## Problem details
Determine how many lines of the listing contain the word "улица". The reply is that number alone.

## Record extracts
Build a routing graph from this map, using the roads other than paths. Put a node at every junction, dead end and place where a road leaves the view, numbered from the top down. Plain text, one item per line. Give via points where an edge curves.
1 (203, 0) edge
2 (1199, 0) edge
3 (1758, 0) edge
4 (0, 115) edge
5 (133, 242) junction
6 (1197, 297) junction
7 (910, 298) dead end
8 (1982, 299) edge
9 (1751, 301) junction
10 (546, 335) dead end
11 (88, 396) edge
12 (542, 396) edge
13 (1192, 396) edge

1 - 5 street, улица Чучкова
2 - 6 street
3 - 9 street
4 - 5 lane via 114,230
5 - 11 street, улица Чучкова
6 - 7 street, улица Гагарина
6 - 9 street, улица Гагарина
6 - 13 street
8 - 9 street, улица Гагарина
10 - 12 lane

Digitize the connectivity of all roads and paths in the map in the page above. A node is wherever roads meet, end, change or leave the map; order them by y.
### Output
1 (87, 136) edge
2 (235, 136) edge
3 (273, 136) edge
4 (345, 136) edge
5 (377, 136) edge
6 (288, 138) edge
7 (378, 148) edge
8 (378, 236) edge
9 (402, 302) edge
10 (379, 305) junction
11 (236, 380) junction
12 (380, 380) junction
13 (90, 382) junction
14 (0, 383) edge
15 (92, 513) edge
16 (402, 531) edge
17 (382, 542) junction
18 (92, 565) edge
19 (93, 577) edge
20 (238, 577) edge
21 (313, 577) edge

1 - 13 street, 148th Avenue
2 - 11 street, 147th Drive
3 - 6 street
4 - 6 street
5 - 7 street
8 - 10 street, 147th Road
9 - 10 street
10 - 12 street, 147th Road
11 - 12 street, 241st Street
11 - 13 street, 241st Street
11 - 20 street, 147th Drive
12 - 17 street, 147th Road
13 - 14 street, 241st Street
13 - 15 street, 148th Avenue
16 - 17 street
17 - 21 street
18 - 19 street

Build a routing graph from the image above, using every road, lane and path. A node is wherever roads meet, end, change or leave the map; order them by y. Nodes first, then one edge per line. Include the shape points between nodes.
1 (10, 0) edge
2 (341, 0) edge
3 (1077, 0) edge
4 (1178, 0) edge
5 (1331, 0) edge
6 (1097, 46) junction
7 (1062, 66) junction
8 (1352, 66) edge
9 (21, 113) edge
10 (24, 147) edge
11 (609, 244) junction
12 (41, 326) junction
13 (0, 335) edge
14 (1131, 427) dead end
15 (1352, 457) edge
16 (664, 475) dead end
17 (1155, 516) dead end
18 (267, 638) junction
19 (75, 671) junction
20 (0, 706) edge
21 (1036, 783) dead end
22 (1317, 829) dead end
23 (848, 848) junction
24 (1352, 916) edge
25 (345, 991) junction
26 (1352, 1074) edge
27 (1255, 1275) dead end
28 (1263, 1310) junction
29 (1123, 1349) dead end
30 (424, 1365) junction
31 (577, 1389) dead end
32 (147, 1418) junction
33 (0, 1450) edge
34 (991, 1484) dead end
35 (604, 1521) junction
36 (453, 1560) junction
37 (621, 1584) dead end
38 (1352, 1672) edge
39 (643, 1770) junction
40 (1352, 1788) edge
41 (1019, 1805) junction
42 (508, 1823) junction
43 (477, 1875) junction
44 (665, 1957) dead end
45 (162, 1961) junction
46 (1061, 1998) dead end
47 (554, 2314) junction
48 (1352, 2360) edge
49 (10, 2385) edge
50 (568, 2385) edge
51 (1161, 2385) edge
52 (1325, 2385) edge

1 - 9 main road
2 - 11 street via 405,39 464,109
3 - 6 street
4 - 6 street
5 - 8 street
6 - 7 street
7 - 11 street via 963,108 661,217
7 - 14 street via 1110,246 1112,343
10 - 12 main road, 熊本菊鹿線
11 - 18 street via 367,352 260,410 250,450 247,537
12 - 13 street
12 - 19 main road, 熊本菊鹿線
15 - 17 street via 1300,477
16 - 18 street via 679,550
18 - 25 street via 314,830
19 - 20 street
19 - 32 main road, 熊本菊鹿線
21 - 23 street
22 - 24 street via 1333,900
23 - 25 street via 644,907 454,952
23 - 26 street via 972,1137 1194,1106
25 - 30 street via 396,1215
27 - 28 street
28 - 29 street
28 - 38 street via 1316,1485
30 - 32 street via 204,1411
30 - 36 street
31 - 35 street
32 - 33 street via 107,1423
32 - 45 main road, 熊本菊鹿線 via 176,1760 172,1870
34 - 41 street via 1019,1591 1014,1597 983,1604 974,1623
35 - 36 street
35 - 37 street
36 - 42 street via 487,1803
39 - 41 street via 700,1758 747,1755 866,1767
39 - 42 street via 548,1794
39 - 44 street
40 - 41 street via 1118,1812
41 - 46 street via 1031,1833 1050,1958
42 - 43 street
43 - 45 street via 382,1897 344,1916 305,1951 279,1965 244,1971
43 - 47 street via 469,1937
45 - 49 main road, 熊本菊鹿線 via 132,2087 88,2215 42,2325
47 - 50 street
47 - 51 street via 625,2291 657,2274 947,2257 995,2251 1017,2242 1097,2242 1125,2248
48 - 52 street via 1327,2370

## Result
5